As you probably know if you read this blog with any frequency, I'm not a big fan of flowers. Flowers completely fail to give me any kind of emotional stimulus, except perhaps a vague guilt that I should be admiring them and making a fuss about how pretty they are, when in fact I haven't the slightest interest in doing so. I'm not quite sure why this is. I tend to theorize that because I'm allergic to any flower you can smell, I have developed an antipathy toward all flowers as a defense mechanism. But I'm not allergic to all flowers, and there are other pretty things that leave me cold in exactly the same way.

Butterflies are the main example I'm thinking of here. Cats too, but that's a separate issue. Tonight I'm talking about butterflies.

My friends Carly and Steven both take really extraordinary photos of butterflies on a regular basis. (Steven does an amazing job with a whole variety of tiny critters, while Carly is more of a butterfly specialist in that aspect of her photography.) I appreciate the artistry of their photos, the composition, the colors, the amazing, sharp detail seen in these digital images of tiny creatures. Carly has written about the fragility and delicacy of butterflies, the damage they sustain so easily, and the amazing migratory flights some of them make during their brief lives. I want to care about these pretty gadabouts, but somehow I just don't.

I was thinking about this as I finished eating lunch at work today. A yellow butterfly was flitting in and out of sight on the other side of the picture window in the lunchroom, and I wondered whether I could get a decent picture of it. The camera was at my cubicle, but my phone was right there with me. So I snapped four shots with the Rumor, after which the butterfly flew away. I then went and got my real camera, but the butterfly did not return.

It's not that I cared about the butterfly. I just wondered whether it was possible to get a decent shot of one through that picture window.

The answer is, not with the camera phone. Not as such, anyway. Here is the unedited version of the best of the four photos, the only one in which it is even possible to tell the yellow butterfly from the yellow blooms:

From a technical viewpoint or a butterfly fan's viewpoint, it's a terrible photo. But I like the impressionist look that comes from the muted colors and low resolution.

If I autoenhance and crop, you can just about see the butterfly:

Impressionist butterfly. Do you see it?

It's right in the middle there, yellow with orange at the tip, almost perfectly camouflaged among these particular flowers. And although it's still a terrible butterfly photo, I kind of like it as a landscape, even though it has flowers in it. Go figure.
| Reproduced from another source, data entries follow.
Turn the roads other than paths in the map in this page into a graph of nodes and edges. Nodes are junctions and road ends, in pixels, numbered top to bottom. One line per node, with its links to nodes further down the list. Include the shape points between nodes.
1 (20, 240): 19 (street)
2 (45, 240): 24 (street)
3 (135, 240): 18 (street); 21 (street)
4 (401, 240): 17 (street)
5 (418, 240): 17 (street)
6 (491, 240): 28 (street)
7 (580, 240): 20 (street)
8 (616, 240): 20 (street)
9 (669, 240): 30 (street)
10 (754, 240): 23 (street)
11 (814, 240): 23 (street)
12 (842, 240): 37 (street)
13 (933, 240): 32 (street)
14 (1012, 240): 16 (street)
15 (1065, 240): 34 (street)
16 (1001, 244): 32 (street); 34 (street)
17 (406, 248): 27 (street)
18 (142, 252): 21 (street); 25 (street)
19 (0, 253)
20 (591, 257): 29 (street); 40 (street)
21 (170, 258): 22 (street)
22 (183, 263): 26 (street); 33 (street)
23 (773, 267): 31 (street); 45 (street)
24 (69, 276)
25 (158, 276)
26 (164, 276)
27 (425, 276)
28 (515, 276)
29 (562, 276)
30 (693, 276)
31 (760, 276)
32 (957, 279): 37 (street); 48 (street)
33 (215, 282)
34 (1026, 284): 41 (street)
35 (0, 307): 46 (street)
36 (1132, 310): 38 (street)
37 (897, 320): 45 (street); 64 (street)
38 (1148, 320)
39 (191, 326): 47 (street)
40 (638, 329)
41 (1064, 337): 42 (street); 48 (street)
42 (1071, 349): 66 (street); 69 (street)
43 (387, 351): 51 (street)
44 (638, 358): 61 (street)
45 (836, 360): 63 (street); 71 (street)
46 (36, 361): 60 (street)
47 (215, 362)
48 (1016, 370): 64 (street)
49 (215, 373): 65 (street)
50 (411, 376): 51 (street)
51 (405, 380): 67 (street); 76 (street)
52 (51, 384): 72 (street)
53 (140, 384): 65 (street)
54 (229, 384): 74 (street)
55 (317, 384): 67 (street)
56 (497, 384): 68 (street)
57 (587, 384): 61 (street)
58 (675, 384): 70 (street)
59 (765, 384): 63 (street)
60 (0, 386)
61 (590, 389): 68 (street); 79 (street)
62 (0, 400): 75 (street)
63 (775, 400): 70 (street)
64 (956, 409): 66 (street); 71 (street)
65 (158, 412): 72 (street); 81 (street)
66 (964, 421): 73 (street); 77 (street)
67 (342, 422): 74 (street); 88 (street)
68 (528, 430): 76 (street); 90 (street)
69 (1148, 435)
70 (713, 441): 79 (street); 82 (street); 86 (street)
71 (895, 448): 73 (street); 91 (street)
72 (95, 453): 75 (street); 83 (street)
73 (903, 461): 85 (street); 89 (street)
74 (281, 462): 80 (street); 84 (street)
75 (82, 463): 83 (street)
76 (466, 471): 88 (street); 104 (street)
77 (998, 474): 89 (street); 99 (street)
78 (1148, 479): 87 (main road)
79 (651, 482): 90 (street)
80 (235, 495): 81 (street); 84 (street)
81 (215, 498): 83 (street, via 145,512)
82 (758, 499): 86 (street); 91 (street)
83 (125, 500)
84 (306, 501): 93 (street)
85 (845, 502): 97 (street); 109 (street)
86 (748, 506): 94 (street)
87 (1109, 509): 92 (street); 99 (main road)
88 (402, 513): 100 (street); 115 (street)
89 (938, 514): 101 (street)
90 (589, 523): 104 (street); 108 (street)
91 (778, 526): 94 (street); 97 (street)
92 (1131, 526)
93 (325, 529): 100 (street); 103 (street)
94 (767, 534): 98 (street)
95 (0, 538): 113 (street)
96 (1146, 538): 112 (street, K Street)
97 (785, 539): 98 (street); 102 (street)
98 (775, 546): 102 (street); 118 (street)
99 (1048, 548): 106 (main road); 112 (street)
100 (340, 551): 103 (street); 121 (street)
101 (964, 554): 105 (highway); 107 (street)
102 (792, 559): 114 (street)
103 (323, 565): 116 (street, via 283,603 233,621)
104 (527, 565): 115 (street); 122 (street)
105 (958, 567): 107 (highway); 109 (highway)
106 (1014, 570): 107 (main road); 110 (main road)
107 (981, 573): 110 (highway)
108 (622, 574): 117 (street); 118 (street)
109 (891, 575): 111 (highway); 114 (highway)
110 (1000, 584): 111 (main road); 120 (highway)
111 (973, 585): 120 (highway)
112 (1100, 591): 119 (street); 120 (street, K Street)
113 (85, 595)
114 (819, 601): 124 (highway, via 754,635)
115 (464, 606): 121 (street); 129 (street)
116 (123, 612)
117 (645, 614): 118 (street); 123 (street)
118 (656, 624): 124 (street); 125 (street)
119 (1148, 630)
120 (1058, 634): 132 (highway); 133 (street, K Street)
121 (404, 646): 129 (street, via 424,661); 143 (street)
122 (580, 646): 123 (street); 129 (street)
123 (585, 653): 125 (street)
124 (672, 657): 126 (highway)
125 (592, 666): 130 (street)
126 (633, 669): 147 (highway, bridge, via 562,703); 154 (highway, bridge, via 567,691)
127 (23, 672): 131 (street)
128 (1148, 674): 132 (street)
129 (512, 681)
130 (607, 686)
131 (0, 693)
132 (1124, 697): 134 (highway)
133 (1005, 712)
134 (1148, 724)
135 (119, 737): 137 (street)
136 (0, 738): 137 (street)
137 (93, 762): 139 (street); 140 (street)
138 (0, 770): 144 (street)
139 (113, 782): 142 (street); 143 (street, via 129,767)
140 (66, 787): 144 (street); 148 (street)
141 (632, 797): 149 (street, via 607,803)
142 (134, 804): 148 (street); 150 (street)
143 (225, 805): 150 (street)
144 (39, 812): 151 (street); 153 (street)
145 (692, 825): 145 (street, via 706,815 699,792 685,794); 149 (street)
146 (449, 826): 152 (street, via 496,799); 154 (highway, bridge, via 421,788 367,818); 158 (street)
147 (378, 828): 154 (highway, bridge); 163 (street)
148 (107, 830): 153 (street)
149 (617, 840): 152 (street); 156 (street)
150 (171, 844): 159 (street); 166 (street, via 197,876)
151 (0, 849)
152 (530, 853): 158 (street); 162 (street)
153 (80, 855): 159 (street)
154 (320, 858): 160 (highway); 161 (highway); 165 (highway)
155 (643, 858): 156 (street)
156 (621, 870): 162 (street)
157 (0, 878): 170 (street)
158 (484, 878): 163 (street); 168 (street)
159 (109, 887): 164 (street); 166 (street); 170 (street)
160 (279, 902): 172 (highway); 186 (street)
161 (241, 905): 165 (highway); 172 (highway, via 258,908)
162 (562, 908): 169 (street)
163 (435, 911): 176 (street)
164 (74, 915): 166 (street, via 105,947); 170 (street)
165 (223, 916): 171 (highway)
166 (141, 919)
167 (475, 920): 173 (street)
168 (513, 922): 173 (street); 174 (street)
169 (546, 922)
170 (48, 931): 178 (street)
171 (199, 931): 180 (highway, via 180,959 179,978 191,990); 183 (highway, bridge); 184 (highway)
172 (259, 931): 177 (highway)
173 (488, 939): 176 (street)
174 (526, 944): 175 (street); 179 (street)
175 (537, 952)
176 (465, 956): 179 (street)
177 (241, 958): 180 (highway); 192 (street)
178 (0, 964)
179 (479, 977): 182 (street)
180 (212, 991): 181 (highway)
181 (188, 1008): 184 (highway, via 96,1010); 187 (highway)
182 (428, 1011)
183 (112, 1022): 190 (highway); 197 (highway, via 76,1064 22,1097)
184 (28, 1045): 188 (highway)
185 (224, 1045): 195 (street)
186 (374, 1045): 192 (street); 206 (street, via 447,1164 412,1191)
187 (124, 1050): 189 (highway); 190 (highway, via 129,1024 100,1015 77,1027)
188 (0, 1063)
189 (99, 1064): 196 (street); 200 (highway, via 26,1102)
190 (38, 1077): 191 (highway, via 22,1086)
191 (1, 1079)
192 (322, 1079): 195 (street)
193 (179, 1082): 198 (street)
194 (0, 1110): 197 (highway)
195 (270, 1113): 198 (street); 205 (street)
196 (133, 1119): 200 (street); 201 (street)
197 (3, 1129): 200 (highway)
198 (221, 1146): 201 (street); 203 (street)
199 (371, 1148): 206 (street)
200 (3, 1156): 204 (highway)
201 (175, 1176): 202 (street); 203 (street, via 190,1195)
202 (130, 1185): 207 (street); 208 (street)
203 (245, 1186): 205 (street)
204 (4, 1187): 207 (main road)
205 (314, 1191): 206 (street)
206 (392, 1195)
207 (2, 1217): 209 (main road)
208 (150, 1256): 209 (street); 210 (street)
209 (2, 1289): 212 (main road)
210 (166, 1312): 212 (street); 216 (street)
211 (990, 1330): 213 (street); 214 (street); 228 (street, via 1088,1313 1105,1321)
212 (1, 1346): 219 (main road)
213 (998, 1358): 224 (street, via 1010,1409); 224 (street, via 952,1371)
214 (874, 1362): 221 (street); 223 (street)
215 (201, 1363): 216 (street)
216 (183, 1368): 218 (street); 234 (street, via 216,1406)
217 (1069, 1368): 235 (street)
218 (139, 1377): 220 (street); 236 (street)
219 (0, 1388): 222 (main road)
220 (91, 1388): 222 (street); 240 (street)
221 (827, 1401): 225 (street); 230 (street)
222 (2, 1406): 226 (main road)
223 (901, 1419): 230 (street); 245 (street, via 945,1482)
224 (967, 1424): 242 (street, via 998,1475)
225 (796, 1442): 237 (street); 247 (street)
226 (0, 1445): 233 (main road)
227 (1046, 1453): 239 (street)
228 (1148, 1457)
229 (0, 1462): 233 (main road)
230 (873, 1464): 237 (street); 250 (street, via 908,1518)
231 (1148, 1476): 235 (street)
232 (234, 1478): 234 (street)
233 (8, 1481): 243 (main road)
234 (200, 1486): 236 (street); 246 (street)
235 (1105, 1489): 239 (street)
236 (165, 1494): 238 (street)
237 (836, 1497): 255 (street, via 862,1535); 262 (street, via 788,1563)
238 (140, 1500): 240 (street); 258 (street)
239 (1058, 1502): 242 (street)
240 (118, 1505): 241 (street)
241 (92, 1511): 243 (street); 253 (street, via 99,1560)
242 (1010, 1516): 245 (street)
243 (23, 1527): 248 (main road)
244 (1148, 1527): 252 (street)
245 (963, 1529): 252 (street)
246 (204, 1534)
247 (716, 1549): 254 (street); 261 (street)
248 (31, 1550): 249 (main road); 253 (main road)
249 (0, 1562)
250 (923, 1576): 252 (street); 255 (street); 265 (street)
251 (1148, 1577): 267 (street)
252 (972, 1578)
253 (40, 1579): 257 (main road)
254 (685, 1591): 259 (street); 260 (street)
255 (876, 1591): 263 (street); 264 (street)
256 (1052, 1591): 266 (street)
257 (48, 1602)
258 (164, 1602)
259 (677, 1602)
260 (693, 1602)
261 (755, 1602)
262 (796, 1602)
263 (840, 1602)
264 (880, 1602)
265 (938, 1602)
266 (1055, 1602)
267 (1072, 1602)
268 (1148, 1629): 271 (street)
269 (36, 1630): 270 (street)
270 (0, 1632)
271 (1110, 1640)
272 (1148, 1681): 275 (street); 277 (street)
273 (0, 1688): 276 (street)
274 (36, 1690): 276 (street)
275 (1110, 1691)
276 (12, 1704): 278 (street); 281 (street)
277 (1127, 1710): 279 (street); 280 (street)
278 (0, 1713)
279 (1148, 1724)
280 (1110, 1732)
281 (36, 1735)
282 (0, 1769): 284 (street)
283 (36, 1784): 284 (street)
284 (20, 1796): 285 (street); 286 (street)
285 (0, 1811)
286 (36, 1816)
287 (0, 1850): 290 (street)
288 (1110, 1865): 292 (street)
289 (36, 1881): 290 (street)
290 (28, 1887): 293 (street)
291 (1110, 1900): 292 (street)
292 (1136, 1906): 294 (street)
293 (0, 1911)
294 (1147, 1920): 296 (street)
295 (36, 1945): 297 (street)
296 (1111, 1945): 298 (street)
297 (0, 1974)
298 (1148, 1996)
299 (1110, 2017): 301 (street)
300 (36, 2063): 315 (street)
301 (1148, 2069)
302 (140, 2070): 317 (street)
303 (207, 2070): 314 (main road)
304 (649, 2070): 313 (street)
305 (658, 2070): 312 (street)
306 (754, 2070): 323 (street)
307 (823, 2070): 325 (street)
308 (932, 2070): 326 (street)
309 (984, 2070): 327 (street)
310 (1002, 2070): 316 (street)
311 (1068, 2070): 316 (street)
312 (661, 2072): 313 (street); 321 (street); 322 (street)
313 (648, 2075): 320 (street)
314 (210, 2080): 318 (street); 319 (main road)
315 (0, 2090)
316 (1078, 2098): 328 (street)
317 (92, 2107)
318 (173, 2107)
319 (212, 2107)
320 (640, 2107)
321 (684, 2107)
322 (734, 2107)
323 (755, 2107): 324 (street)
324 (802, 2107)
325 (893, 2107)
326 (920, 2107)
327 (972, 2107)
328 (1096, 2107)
When I got into the car after work, I told John about my failure to appreciate butterflies.

"That's because no butterfly has ever done anything nice for you."

I laughed. "No, that's not it. I like an animal with a personality. Butterflies might have a personality, but...." I trailed off. I have no idea whether it's possible for a butterfly to have a personality, but I doubt it.

"It's because they're not mammals," was John's next guess. That was closer to the truth. I'm really not fond of insects in general, but I used to pore lovingly over picture books featuring mammals.

"I would go so far as to say I only like chordates," I said. "'Cause I might like a turtle."

"You like birds," he said.

"Right. There are birds I have liked."

"How about fish?"

"I've liked fish, too." I used to have a few favorite tropical fish, the ones that had some semblance of a personality.

"Fish I have liked, by Karen Funk Blocher," John said. Or words to that effect.

Yeah, well. They're not as good as mammals, are they?